A recent trend out of Asia, and China in particular, is companies buying revenue and profits. These companies have a lot of cash from an existing profitable business, or from investors, and want to show growing revenues in new areas.

They therefore invest their cash to be able to show growth e.g. in games business outside of China. This is usually done to look good to investors.

Time to negotiate

So much for why the parties come to the table to discuss buying and selling companies. Then the big question is “How much?”.

Answering that can be tricky, as there is not any generally accepted way of pricing startups. It comes down to how much the seller and buyer thinks it will be worth to them. In boom times, that’s going to be a whole lot more than at other times.

To get a starting point, we can look at how the company has been doing.

On the stock market, companies are usually compared with the Price/Earnings ratio - P/E or PE for short. You take the price of all the stock of the company (Price) and divide it by how much profit the made (Earnings).

The changing P/E ratio of companies on the US S&P exchange
The changing P/E ratio of companies on the US S&P exchange

For instance, for EA that would be some 300 million shares times $80 (price for a share) giving a total “Price” of $24 billion. This is then divided by the profit they made (1.1 billion), for a PE of slightly more than 20.

On the stock market, a rough rule of thumb is that a fair price is when the PE equals the growth percentage. Which means that investors buying EA stock estimate that EA can grow their profits by around 20% per year.

Of course, this is very rough. If a company makes a loss one year, their PE will be sky-high. Likewise in boom times.

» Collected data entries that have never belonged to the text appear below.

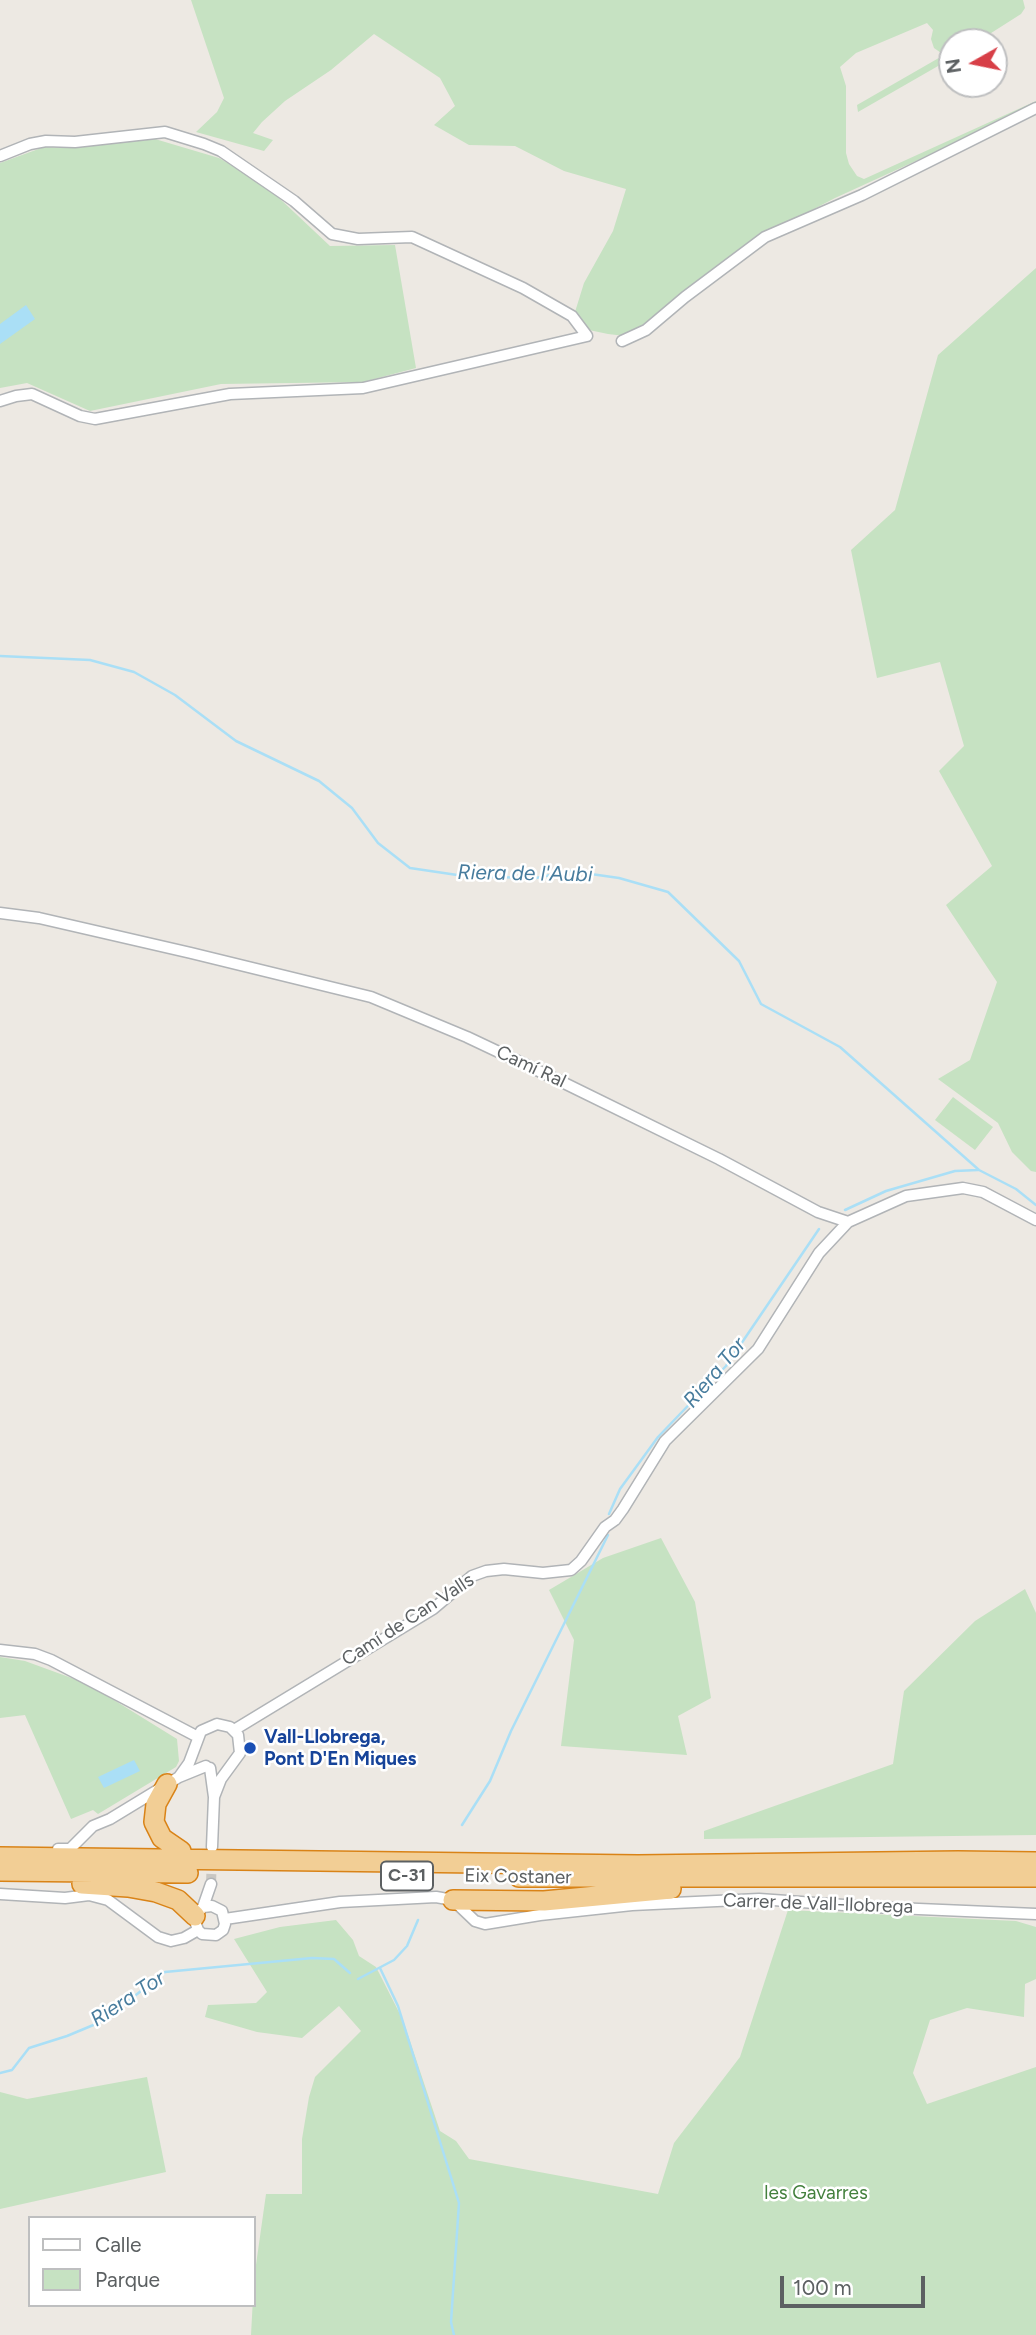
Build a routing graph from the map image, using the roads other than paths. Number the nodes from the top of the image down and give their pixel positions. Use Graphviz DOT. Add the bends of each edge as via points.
graph roads {
  1 [pos="1036,108"];
  2 [pos="0,156"];
  3 [pos="622,341"];
  4 [pos="0,401"];
  5 [pos="0,913"];
  6 [pos="1036,1220"];
  7 [pos="848,1222"];
  8 [pos="0,1650"];
  9 [pos="234,1730"];
  10 [pos="198,1737"];
  11 [pos="195,1748"];
  12 [pos="231,1766"];
  13 [pos="208,1767"];
  14 [pos="173,1781"];
  15 [pos="214,1797"];
  16 [pos="212,1846"];
  17 [pos="0,1848"];
  18 [pos="70,1849"];
  19 [pos="181,1852"];
  20 [pos="0,1857"];
  21 [pos="342,1862"];
  22 [pos="1036,1862"];
  23 [pos="0,1871"];
  24 [pos="1036,1877"];
  25 [pos="815,1878"];
  26 [pos="0,1884"];
  27 [pos="0,1894"];
  28 [pos="453,1900"];
  29 [pos="479,1901"];
  30 [pos="218,1908"];
  31 [pos="1036,1914"];
  32 [pos="199,1918"];
  33 [pos="225,1919"];
  34 [pos="475,1921"];
  1 -- 3 [label="street" via="862,195 765,237 646,330"];
  2 -- 4 [label="street" via="46,141 165,132 220,151 294,201 332,234 358,239 412,237 523,288 572,316 587,336 363,388 230,394 95,419 32,394"];
  5 -- 7 [label="street, Camí Ral" via="39,918 371,997 535,1069 818,1212"];
  6 -- 7 [label="street" via="983,1192 963,1188 906,1196"];
  7 -- 9 [label="street, Camí de Can Valls" via="819,1253 758,1349 665,1441 623,1509 582,1561 571,1570 503,1569 472,1576 433,1609"];
  8 -- 10 [label="street" via="51,1660"];
  9 -- 10 [label="street" via="217,1724 206,1727"];
  9 -- 12 [label="street" via="241,1748"];
  10 -- 11 [label="street"];
  11 -- 13 [label="street"];
  11 -- 14 [label="street"];
  12 -- 13 [label="street" via="222,1770"];
  12 -- 15 [label="street"];
  13 -- 14 [label="street"];
  13 -- 15 [label="street"];
  14 -- 18 [label="street" via="93,1826"];
  14 -- 19 [label="highway" via="156,1804 154,1822 162,1838"];
  15 -- 16 [label="street"];
  17 -- 18 [label="street"];
  18 -- 19 [label="highway"];
  19 -- 21 [label="highway"];
  20 -- 21 [label="highway, C-31"];
  21 -- 22 [label="highway, C-31"];
  23 -- 25 [label="highway, Eix Costaner / C-31"];
  24 -- 25 [label="highway, Eix Costaner / C-31"];
  25 -- 29 [label="highway" via="794,1884 700,1886 544,1901"];
  26 -- 32 [label="highway" via="128,1887 178,1900"];
  27 -- 32 [label="street" via="89,1895 108,1900 158,1937 171,1941 184,1938"];
  28 -- 29 [label="highway"];
  28 -- 33 [label="street" via="359,1900"];
  28 -- 34 [label="street"];
  29 -- 34 [label="street" via="472,1914"];
  30 -- 32 [label="street"];
  30 -- 32 [label="street" via="211,1884"];
  30 -- 33 [label="street"];
  31 -- 34 [label="street, Carrer de Vall-llobrega" via="759,1899 632,1905 485,1924"];
  32 -- 33 [label="street" via="206,1936 223,1930"];
}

So where has the PE been for recent game company acquisitions?

It was around 7 for the original sale of Supercell to SoftBank. When SoftBank sold to Tencent, they valued Supercell at some €9 billion, for €845 million in profits, for a PE slightly above 10.

For smaller companies, it seems similar. My friends’ company, was bought for mid-single digit millions and a high single digit PE - depending on what Price you use for calculating it.

Read the small print

Which brings us to the next part: earn-outs.

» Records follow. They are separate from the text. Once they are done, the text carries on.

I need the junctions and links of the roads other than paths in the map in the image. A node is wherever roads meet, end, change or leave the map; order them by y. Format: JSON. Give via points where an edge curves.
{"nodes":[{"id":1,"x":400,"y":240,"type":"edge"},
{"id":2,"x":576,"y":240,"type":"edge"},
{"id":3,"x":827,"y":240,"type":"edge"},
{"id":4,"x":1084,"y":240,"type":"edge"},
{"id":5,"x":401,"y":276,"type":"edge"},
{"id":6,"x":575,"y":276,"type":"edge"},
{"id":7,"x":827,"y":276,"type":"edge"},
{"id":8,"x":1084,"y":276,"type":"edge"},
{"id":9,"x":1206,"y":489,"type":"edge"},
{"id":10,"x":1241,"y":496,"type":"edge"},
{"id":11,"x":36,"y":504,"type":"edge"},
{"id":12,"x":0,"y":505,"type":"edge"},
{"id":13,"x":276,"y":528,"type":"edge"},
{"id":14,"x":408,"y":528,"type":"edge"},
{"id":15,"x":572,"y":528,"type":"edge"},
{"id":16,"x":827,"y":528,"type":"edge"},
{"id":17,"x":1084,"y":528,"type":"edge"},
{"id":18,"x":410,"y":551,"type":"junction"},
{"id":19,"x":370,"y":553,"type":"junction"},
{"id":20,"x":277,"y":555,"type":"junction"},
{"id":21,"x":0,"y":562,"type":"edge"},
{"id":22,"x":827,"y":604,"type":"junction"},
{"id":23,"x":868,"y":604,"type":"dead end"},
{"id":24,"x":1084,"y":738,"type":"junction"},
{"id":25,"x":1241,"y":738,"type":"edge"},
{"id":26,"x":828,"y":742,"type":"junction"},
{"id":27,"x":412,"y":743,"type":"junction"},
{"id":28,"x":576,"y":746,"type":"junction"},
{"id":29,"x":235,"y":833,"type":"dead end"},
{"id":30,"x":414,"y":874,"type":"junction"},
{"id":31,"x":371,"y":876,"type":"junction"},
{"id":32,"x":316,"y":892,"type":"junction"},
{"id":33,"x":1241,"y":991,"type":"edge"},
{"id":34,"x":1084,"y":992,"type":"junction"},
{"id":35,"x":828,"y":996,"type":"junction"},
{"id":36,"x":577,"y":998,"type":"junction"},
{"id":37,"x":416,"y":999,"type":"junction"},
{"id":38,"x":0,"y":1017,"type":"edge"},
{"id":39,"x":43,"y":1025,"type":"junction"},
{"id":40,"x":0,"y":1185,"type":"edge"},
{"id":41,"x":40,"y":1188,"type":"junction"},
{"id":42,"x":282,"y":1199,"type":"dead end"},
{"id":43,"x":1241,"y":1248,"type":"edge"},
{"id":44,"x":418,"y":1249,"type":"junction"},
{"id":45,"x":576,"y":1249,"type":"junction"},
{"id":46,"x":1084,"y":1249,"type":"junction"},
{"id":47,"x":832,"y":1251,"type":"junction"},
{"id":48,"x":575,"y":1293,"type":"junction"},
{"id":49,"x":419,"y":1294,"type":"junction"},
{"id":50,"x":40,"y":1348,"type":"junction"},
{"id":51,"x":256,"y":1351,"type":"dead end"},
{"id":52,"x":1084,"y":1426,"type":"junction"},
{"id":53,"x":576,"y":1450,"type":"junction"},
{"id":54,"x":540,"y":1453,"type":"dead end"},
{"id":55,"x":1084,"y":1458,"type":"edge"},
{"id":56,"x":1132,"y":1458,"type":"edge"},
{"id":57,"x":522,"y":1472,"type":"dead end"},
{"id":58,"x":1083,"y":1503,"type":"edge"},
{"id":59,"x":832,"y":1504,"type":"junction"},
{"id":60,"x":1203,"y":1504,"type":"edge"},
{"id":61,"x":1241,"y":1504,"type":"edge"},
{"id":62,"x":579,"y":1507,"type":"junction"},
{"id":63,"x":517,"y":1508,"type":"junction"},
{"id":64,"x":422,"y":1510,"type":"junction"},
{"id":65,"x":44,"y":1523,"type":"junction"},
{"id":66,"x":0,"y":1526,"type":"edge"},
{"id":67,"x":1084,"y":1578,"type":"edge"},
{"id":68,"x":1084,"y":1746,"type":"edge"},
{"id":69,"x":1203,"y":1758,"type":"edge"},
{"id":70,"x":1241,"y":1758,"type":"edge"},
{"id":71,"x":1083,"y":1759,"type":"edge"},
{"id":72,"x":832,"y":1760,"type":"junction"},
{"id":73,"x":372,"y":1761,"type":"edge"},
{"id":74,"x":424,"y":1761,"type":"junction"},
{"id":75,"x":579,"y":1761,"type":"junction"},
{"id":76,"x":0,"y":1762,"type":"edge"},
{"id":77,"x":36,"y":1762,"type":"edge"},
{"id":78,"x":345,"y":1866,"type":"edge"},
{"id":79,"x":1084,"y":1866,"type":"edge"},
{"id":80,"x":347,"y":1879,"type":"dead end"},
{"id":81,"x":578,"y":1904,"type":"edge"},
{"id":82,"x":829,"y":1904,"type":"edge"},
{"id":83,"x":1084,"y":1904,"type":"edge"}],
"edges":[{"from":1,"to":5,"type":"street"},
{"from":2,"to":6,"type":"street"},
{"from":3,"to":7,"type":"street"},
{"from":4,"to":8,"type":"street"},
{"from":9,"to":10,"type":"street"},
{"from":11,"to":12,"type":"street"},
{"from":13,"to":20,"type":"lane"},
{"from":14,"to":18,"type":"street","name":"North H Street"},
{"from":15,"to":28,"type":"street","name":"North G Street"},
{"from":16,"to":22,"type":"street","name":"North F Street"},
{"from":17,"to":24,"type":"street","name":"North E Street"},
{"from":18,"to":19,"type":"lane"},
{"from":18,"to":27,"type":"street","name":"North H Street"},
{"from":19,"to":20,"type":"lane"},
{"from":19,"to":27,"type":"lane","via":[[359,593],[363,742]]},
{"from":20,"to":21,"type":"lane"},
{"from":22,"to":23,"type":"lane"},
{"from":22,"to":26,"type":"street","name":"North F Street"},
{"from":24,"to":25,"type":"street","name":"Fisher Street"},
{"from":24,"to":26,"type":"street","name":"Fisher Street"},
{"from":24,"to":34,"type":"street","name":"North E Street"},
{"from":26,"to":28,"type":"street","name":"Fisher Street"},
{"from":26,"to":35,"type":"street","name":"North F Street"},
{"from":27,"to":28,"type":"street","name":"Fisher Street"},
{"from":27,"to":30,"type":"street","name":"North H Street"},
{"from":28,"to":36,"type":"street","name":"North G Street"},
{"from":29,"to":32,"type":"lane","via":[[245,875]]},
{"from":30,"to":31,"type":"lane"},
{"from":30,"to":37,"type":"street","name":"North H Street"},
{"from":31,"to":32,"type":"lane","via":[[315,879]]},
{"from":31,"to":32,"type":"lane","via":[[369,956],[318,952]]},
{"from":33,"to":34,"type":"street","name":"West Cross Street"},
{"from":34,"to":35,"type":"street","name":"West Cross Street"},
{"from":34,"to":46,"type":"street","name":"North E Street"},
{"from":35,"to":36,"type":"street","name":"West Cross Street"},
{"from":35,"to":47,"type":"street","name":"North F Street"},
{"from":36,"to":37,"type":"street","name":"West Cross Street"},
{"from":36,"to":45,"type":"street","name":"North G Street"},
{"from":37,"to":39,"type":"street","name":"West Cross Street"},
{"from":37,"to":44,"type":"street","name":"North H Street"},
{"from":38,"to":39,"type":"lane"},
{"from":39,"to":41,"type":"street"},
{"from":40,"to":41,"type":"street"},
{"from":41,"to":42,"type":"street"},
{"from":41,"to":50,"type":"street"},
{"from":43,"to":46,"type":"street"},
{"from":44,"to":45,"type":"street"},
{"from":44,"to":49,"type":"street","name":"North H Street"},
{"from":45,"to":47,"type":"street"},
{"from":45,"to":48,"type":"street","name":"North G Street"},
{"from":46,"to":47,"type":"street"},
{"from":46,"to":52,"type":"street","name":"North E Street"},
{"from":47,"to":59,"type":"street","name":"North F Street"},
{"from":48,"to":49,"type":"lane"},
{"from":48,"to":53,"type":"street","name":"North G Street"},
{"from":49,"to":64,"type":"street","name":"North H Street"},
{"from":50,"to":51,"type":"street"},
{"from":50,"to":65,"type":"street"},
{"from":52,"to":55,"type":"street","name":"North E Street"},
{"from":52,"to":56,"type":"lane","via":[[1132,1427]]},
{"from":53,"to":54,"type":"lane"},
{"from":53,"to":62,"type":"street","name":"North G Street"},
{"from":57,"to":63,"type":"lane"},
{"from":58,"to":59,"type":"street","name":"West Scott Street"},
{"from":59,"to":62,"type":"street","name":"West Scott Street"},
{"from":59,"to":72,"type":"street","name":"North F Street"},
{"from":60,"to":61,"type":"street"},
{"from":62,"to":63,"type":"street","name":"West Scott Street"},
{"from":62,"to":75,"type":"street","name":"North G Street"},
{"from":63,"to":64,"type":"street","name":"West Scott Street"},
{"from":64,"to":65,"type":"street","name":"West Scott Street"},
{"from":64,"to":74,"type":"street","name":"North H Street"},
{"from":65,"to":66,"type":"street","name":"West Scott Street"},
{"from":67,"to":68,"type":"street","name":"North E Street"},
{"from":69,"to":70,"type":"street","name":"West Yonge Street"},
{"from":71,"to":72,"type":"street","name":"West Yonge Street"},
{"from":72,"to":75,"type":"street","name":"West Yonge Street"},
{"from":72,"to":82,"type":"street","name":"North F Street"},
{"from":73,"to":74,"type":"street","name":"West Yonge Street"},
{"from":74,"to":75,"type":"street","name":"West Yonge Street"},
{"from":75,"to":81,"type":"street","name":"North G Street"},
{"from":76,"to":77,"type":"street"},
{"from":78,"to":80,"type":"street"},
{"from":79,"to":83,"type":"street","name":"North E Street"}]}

Of course, it’s not only about the money. There are other aspects to buying and selling companies.

The job of an earn-out is to get the founders to keep working as hard after the acquisition as they did before.

The biggest among them for the buyer is how to keep the team they just bought working efficiently. This can be done with carrots and sticks. The carrots come in the form of delayed payouts and earn-outs. The sticks in the form of non-compete agreements.

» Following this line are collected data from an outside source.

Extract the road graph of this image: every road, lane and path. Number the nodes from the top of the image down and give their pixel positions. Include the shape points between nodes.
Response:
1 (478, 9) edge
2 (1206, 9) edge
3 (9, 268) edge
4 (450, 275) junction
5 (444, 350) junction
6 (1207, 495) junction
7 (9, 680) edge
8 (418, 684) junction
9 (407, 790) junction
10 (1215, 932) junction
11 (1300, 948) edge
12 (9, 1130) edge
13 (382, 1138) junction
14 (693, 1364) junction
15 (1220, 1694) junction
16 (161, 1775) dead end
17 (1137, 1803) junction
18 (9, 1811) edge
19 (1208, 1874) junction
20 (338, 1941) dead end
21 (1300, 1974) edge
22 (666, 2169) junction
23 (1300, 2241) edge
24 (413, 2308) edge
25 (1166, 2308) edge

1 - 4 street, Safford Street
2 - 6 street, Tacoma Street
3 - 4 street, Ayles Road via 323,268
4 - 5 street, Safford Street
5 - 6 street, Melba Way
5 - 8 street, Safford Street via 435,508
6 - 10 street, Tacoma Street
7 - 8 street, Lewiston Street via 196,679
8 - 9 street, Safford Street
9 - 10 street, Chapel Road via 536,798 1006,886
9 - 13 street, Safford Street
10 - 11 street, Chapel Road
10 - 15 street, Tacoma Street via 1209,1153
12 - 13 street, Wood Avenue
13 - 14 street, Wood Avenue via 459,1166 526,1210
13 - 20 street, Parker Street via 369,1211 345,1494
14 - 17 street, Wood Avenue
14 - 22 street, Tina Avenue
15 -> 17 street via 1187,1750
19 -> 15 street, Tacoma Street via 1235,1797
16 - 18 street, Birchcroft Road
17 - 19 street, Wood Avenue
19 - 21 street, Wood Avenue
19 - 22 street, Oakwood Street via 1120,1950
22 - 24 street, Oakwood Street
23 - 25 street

The job of an earn-out is to get the founders and key employees to keep working as hard after the acquisition as they did before. Therefore, part of the price they get will be dependent on them hitting some milestones in the years after the acquisition.

Some 2-3 years afterwards is typical, with targets concerning revenue, profits, downloads, daily or monthly active users or similar.

The buyer is going to push a large part of the deal towards earn-outs, as that removes risk from them. The startups earlier investors are going to push in the other direction, as they lose control of the startup, and then have a large part of their investment return dependent on something they can no longer influence in any way.

After all, the acquiring company can make changes to the team or strategy that makes it impossible to reach the earn-out targets. A few years can be a long time.

The other way of keeping key talent is simply forbidding them from leaving with non-compete clauses. Usually, that means that the key people (who got money in the deal), cannot just quit and start/join a competitor.

There is some suitable time, up to a few years, after quitting that they cannot do that, without facing significant penalties.

Sting in the tail

That’s the rough outline of how it works.

Now go out and sell your companies! Or actually… wait for someone to buy it.

That’s after all how it actually works. It’s very hard to sell a company.

Companies are bought, not sold. The acquirer will be the one who initiates it all.